What is it about Spring and episodes of depression? I am crawling on the floor and berating myself because of a temper flare up and unnecessary words spewing from my mouth. Little sleep and extreme tiredness made me very vulnerable but the subject of my wrath did not deserve this. How am I going to pick myself up this time? Words that can’t be taken back by me nor forgotten by my sweet husband. What is it about Spring and my episodes of depression and anger?
This is beautiful and I love that your inspiration for this post came from your tree. Nature has wonderful ways of showing us how to rest and repair and come back with more strength and beauty than ever.

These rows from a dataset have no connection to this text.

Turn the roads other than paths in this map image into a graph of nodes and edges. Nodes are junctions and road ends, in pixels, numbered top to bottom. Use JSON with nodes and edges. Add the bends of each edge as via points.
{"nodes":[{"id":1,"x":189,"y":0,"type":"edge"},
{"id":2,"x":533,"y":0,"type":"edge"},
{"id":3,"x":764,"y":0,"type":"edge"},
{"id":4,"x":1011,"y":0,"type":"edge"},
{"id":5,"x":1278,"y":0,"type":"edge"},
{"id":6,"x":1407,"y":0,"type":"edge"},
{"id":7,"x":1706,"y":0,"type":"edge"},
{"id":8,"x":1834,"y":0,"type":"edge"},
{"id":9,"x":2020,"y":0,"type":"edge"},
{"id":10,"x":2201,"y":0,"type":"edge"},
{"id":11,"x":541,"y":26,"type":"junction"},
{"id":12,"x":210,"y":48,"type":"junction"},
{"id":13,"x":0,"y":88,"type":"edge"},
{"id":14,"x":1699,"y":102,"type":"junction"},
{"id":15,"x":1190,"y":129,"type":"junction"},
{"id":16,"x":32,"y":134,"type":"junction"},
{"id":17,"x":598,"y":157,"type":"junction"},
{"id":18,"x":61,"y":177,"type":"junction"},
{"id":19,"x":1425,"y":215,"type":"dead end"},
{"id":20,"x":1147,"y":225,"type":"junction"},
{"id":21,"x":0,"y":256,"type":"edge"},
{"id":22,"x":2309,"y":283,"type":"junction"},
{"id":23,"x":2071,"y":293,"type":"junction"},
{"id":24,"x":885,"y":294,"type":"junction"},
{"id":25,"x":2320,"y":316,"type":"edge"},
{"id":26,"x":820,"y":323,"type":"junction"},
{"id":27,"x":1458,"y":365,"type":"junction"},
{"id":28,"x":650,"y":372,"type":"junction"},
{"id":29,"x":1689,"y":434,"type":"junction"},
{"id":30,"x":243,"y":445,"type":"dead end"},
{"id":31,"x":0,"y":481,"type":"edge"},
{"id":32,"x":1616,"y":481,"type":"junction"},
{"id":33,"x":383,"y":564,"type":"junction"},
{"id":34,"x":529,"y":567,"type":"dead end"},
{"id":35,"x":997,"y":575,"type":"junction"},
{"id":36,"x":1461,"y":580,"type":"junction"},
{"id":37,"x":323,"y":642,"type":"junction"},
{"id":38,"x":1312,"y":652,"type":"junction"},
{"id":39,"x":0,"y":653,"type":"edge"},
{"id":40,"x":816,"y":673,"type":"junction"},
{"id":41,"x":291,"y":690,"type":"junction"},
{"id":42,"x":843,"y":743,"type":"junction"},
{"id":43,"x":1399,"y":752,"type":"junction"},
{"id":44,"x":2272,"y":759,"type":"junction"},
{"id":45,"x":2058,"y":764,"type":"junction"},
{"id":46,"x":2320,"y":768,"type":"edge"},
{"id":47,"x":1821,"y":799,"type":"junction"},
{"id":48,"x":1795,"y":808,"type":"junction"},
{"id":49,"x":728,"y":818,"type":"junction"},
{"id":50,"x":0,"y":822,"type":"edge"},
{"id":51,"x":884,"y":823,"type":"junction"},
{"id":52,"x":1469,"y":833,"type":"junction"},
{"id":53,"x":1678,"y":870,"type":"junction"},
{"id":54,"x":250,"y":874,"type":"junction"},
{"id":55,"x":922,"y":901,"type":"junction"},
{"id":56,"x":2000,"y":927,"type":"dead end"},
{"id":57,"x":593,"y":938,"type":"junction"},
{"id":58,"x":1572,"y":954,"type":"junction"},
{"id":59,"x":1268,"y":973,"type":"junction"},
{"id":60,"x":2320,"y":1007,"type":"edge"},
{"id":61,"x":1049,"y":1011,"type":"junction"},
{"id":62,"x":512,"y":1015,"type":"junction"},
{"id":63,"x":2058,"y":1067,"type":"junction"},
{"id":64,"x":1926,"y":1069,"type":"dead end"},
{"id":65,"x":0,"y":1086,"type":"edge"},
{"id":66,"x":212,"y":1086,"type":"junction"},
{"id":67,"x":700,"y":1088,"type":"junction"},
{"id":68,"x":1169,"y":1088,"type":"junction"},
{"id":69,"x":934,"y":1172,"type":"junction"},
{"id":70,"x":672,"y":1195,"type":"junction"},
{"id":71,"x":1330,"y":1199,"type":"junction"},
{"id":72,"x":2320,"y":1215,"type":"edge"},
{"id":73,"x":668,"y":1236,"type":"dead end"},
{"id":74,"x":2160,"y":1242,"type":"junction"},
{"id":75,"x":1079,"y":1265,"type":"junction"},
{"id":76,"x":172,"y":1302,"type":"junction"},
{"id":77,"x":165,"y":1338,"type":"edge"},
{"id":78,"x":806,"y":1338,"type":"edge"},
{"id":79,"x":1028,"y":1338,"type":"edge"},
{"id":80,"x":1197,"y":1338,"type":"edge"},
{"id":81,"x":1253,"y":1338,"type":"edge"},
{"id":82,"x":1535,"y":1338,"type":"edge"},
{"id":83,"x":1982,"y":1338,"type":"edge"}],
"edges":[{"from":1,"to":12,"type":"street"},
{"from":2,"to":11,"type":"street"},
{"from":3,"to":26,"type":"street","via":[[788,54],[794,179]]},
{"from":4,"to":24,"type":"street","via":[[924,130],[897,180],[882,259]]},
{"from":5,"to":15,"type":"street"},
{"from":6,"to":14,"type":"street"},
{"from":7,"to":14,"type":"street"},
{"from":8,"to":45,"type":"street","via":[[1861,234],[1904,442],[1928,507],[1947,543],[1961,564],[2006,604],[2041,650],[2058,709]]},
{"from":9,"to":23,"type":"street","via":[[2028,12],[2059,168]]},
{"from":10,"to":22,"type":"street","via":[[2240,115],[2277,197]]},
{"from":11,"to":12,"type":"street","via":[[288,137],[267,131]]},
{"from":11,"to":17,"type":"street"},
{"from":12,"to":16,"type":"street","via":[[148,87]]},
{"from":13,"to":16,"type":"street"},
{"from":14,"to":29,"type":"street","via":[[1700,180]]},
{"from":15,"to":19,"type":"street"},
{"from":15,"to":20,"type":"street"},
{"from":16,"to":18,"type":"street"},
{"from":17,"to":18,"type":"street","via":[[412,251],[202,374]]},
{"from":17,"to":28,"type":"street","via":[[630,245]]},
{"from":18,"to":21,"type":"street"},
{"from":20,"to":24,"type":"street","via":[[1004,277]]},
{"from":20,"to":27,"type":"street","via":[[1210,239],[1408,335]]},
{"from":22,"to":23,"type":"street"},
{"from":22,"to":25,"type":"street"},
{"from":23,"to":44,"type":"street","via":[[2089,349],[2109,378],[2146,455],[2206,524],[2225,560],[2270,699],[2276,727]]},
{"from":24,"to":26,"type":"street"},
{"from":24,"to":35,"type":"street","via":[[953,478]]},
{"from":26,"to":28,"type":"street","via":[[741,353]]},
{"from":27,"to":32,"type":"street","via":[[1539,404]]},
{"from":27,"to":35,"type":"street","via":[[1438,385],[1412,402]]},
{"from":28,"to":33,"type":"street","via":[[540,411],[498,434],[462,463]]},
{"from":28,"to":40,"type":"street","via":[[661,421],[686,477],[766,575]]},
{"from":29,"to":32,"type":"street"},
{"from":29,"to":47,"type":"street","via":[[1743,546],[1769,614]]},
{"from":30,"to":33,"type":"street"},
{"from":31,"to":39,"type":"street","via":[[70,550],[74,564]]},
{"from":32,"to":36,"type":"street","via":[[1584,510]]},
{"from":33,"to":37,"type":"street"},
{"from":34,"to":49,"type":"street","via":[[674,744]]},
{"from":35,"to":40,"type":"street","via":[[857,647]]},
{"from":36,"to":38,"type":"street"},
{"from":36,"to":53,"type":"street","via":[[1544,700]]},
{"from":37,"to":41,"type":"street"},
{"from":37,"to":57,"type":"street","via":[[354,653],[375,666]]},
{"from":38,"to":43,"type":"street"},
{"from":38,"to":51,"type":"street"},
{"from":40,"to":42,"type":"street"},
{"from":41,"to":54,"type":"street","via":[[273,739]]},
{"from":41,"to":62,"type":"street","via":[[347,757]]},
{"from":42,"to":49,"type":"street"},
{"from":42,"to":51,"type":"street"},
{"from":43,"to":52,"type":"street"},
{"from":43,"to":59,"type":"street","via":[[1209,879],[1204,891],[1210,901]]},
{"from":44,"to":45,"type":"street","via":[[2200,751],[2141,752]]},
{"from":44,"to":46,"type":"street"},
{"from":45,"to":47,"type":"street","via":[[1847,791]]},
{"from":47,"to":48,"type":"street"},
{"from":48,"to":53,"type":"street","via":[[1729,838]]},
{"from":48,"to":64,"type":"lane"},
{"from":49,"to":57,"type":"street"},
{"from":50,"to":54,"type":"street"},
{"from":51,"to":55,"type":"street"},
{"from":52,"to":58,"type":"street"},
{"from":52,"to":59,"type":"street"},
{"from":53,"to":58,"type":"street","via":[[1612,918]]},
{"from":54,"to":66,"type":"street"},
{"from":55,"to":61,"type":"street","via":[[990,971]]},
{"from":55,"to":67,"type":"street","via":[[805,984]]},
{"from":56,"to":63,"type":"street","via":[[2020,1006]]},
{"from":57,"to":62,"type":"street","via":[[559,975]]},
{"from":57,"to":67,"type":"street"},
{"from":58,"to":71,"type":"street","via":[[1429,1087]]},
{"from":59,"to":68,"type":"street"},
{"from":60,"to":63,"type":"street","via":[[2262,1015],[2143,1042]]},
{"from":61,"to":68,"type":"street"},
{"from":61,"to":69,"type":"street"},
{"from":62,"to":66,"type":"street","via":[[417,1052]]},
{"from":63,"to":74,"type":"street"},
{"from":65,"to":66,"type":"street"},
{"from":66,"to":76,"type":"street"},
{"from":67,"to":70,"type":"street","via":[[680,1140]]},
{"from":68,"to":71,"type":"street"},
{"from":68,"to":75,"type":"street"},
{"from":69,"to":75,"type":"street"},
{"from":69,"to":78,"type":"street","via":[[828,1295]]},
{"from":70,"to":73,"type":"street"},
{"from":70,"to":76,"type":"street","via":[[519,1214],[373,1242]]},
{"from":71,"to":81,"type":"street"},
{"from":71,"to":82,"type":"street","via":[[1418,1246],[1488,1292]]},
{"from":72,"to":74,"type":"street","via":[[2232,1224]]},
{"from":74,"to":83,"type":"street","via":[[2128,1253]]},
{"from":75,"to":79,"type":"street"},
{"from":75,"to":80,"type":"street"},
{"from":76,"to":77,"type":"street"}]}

Wow. This is really profound! God bless you for sharing such a critical message that *so* many people need to hear right now. Your message of hope and looking toward the brighter day is well received. Hoping your day today is blessed, beautiful and full of new, fresh joy! ♥
Thank you this was much needed last night!!
Hi awesome post God Bless You! I must say I’ve been up and down with my anxiety and depression, to the point that I have not been blogging am not giving up though cause I know that God is real in my life, I have been journaling and getting ready to start keeping a wellness planner to keep track of my moods will blog again but for now trying to get myself together 😊
Beautiful post(and beautiful tree)!
I wish my partner had been here for me to send this to. ❤️💙💔 Thank you.